Dataset excerpts
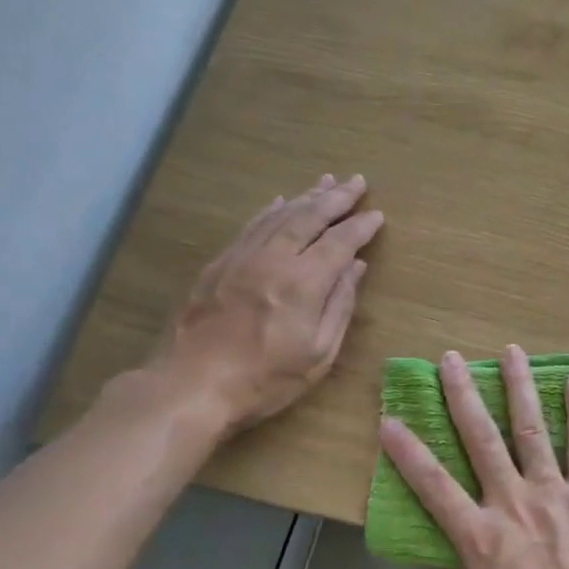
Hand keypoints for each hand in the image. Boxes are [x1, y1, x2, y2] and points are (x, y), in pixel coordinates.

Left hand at [143, 175, 383, 432]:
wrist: (191, 387)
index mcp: (304, 283)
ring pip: (279, 216)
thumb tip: (356, 268)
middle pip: (309, 217)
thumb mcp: (318, 354)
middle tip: (357, 181)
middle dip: (336, 198)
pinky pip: (251, 226)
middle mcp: (273, 260)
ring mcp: (242, 258)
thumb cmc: (265, 380)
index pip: (340, 242)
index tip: (376, 214)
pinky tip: (281, 201)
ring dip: (306, 197)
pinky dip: (271, 210)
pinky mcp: (219, 265)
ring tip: (326, 182)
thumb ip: (340, 306)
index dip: (360, 226)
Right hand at [380, 345, 568, 568]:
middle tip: (451, 360)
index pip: (434, 487)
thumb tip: (428, 553)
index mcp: (481, 536)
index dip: (408, 453)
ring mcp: (554, 492)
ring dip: (519, 387)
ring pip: (531, 429)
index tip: (390, 419)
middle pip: (481, 441)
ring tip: (510, 352)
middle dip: (462, 396)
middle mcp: (512, 502)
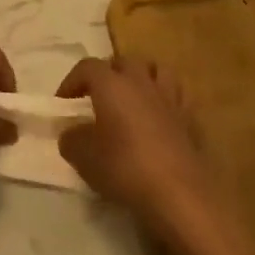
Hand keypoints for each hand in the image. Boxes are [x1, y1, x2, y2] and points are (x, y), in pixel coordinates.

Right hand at [56, 56, 224, 248]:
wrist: (178, 194)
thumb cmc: (124, 168)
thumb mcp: (83, 157)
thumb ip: (71, 139)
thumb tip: (71, 133)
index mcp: (111, 84)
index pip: (87, 67)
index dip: (72, 81)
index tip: (63, 102)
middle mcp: (141, 82)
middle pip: (124, 61)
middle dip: (109, 73)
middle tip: (98, 95)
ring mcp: (169, 98)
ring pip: (157, 71)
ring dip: (143, 78)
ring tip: (133, 98)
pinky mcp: (190, 120)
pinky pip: (176, 97)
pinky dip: (165, 101)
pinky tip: (159, 119)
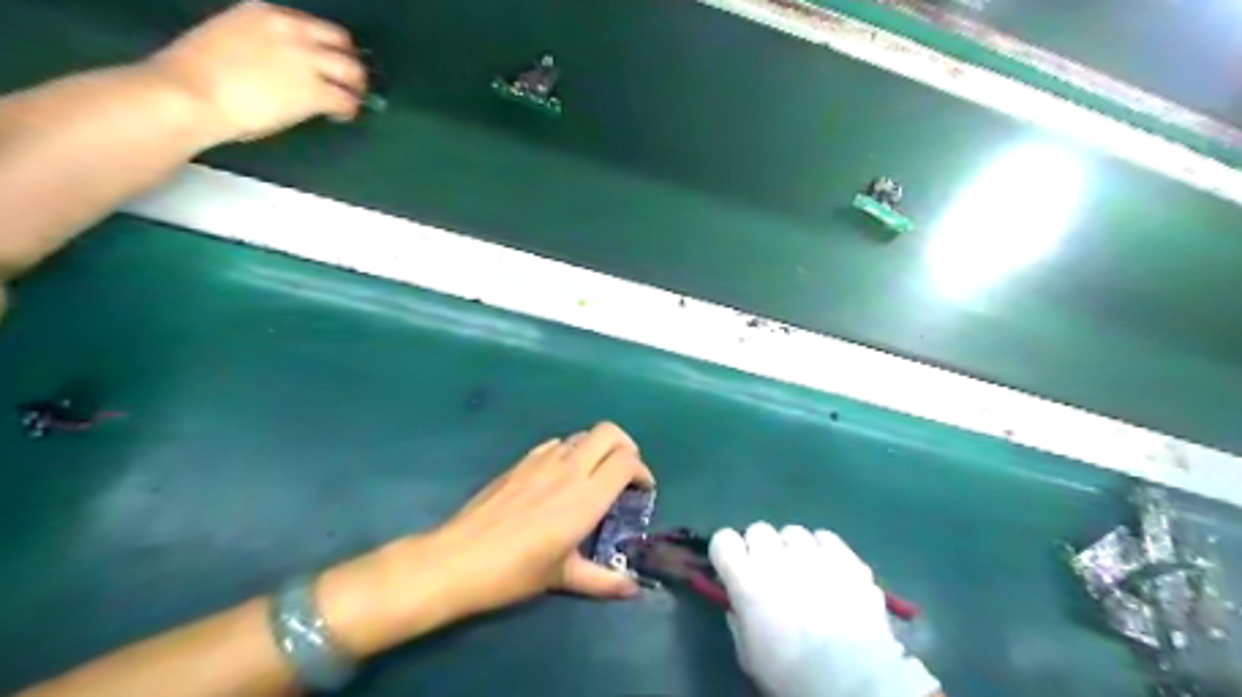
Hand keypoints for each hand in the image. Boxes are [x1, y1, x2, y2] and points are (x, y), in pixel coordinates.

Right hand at [145, 1, 363, 144]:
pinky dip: (349, 110)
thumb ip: (262, 44)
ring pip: (353, 71)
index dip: (326, 46)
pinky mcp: (315, 92)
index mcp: (265, 13)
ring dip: (356, 88)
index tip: (327, 62)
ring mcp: (306, 61)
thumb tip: (280, 66)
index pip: (314, 26)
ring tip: (351, 101)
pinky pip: (347, 100)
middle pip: (342, 43)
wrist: (190, 93)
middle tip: (350, 83)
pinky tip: (341, 116)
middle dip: (349, 63)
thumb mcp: (230, 38)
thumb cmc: (196, 74)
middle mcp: (292, 31)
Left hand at [429, 422, 652, 617]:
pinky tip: (560, 477)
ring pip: (581, 435)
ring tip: (594, 475)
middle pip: (609, 432)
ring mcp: (542, 461)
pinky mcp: (521, 462)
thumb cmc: (515, 571)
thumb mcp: (563, 577)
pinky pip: (555, 444)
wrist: (459, 559)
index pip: (627, 460)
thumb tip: (633, 590)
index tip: (642, 489)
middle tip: (625, 472)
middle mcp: (569, 469)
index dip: (642, 470)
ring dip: (596, 449)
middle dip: (625, 446)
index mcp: (586, 496)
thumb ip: (603, 580)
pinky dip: (568, 452)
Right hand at [714, 524, 936, 696]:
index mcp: (746, 579)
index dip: (727, 552)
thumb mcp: (749, 654)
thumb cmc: (791, 673)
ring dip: (792, 548)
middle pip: (758, 530)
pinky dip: (823, 549)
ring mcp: (812, 553)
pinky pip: (826, 537)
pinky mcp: (845, 557)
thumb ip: (739, 619)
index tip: (733, 568)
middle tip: (769, 573)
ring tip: (803, 571)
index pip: (723, 540)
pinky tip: (828, 569)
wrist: (850, 681)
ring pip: (793, 532)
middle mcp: (775, 556)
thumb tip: (739, 603)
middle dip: (760, 548)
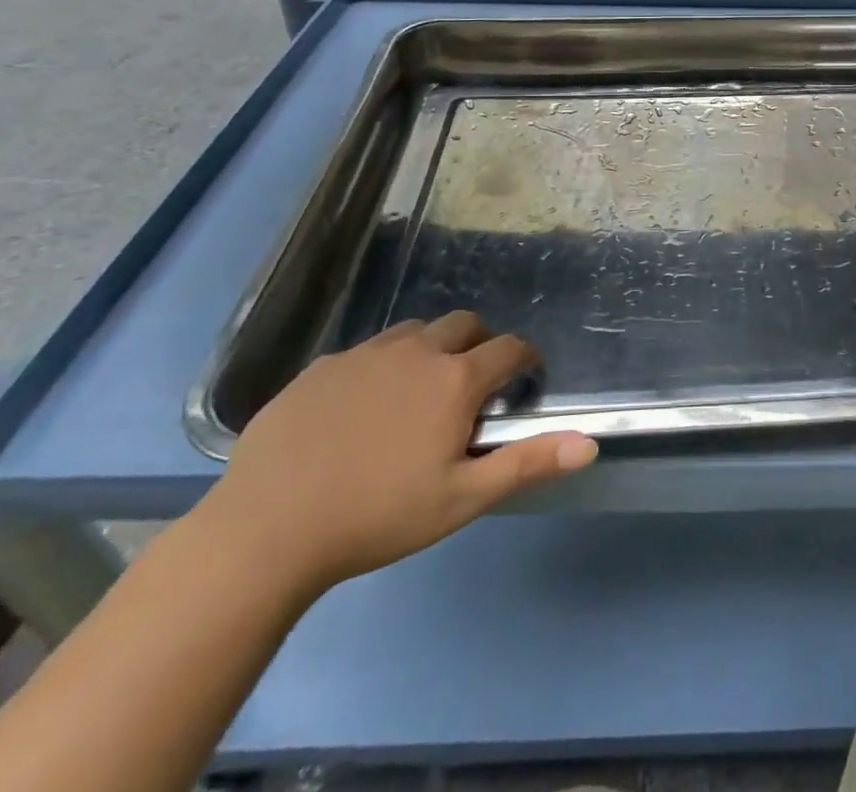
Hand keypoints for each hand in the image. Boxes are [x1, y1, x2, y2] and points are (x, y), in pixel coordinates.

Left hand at [199, 313, 595, 596]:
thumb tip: (589, 444)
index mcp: (455, 379)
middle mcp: (416, 351)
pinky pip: (367, 351)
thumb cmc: (376, 517)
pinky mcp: (322, 366)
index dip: (525, 360)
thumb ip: (527, 464)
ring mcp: (365, 354)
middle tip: (472, 386)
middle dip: (479, 344)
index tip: (525, 379)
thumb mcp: (461, 498)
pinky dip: (382, 366)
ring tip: (419, 393)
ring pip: (415, 331)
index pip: (509, 348)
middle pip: (464, 324)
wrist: (266, 530)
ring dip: (431, 349)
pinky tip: (363, 409)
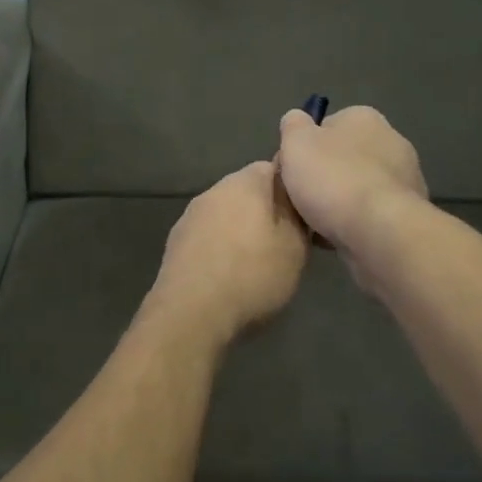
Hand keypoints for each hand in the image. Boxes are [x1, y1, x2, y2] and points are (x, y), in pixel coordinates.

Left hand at [152, 161, 309, 343]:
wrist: (190, 314)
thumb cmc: (252, 276)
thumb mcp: (295, 247)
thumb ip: (297, 216)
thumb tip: (293, 197)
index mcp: (245, 182)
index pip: (275, 167)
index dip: (293, 189)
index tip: (306, 215)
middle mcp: (213, 190)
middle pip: (248, 191)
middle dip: (267, 211)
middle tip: (287, 242)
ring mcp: (190, 216)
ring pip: (226, 214)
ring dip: (242, 231)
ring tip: (259, 263)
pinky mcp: (176, 243)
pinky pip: (208, 237)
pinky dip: (221, 248)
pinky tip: (230, 275)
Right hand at [275, 106, 426, 278]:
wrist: (379, 231)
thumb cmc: (333, 178)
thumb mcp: (296, 142)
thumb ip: (293, 125)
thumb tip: (296, 121)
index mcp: (364, 117)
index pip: (327, 126)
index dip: (306, 147)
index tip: (292, 170)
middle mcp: (391, 141)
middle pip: (344, 157)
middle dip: (324, 176)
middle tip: (300, 198)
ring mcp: (405, 178)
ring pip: (358, 187)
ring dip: (340, 202)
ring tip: (315, 224)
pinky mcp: (409, 212)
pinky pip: (371, 213)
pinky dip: (355, 222)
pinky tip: (337, 237)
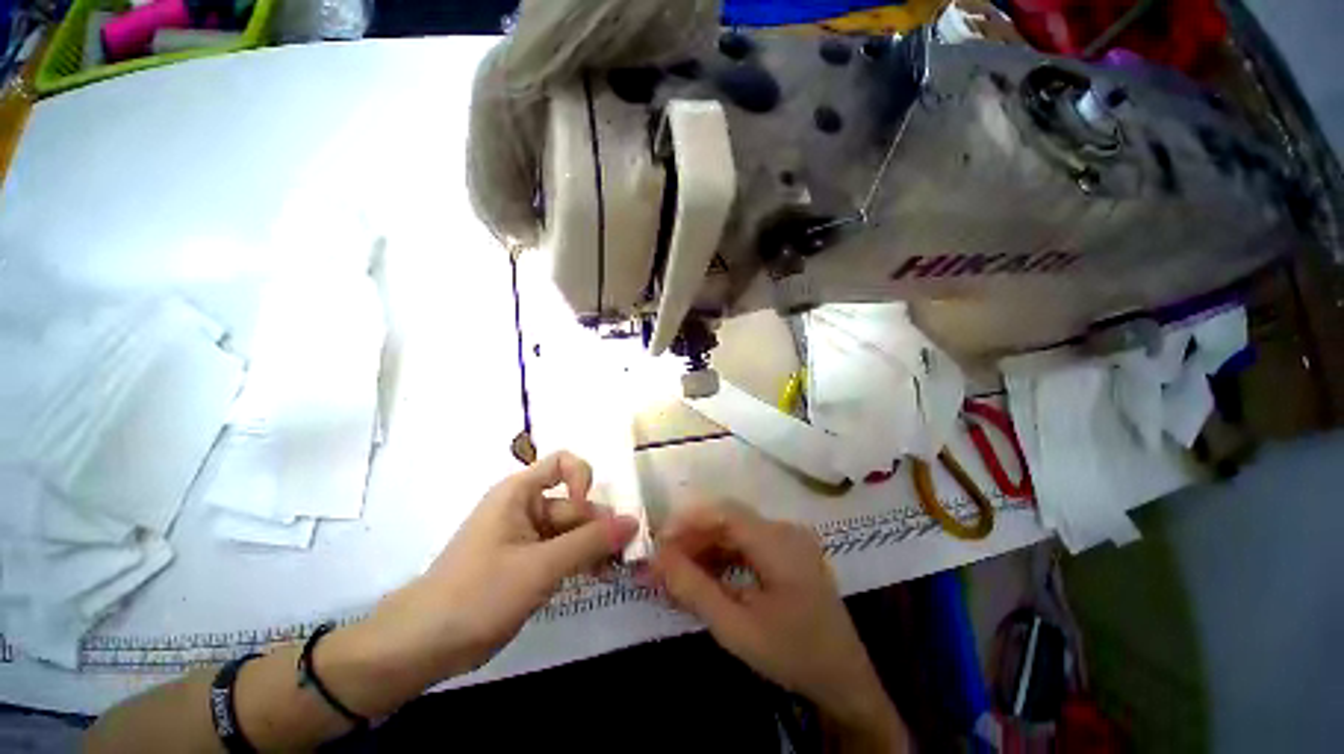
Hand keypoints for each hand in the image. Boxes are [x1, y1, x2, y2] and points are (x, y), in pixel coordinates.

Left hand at [363, 452, 638, 681]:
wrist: (421, 646)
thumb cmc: (478, 594)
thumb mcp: (540, 567)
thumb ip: (590, 542)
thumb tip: (633, 521)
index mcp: (519, 493)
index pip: (562, 463)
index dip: (582, 478)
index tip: (588, 510)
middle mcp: (524, 508)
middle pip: (573, 504)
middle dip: (598, 526)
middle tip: (623, 554)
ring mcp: (524, 537)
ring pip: (571, 531)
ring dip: (593, 547)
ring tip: (616, 570)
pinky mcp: (525, 563)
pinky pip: (561, 552)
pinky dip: (580, 561)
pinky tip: (598, 577)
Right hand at [651, 501, 906, 749]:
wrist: (844, 680)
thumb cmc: (793, 655)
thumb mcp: (737, 628)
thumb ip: (694, 590)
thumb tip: (655, 561)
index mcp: (779, 542)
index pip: (725, 513)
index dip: (688, 520)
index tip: (658, 541)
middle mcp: (785, 530)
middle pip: (729, 520)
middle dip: (692, 536)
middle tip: (661, 561)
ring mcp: (788, 539)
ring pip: (735, 531)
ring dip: (705, 546)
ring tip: (676, 569)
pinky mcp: (787, 551)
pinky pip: (747, 544)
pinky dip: (722, 556)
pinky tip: (704, 574)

Required action
With the pictures left out, restate word for word every line of the data above, from the first down to the line that contains "middle tip: (350, 83)".

Exercise answer
Hand keypoints for each hand in the image. Boxes are [x1, y1, x2, y2] and points are (x, y), in pixel coordinates.

Left hand at [143, 175, 383, 432]:
wrist: (191, 387)
index mcp: (304, 283)
ring pip: (279, 216)
thumb tip: (356, 268)
middle pip: (309, 217)
thumb mcp: (318, 354)
middle tip: (357, 181)
middle dip: (336, 198)
pinky pip: (251, 226)
middle mcp: (273, 260)
ring mcp: (242, 258)
thumb cmc: (265, 380)
index pip: (340, 242)
index tip: (376, 214)
pinky tip: (281, 201)
ring dip: (306, 197)
pinky dip: (271, 210)
pinky mcp: (219, 265)
ring tip: (326, 182)
thumb ip: (340, 306)
index dip: (360, 226)
Right hand at [380, 345, 568, 568]:
middle tip: (451, 360)
index pip: (434, 487)
thumb tip: (428, 553)
index mcp: (481, 536)
index dip: (408, 453)
ring mcp: (554, 492)
ring dip: (519, 387)
ring pip: (531, 429)
index tip: (390, 419)
middle pip: (481, 441)
ring tip: (510, 352)
middle dip: (462, 396)
middle mcp: (512, 502)
Hand keypoints for each hand in the image. Boxes are [x1, y1, x2, y2] and points are (x, y), in pixel coordinates.

Right hand at [56, 56, 224, 248]:
wrist: (178, 194)
thumb cmc: (124, 168)
thumb mcp: (83, 157)
thumb ip: (71, 139)
thumb tip: (71, 133)
index mcp: (111, 84)
index pip: (87, 67)
index dip: (72, 81)
index tip: (63, 102)
middle mcp: (141, 82)
middle pip: (124, 61)
middle dip: (109, 73)
middle tip: (98, 95)
ring mcp: (169, 98)
ring pip: (157, 71)
ring dip: (143, 78)
ring tip: (133, 98)
pinky mcp: (190, 120)
pinky pip: (176, 97)
pinky dip: (165, 101)
pinky tip: (159, 119)
Hand keypoints for each hand in the image. Boxes are [x1, y1, x2, y2] and points are (x, y), in pixel coordinates.

Right hand at [145, 1, 363, 144]:
pinky dip: (349, 110)
thumb ip: (262, 44)
ring pip: (353, 71)
index dip: (326, 46)
pinky mcp: (315, 92)
index mcp: (265, 13)
ring dip: (356, 88)
index tip: (327, 62)
ring mcp: (306, 61)
thumb tip: (280, 66)
index pip: (314, 26)
ring tip: (351, 101)
pinky pip: (347, 100)
middle pip: (342, 43)
wrist: (190, 93)
middle tip: (350, 83)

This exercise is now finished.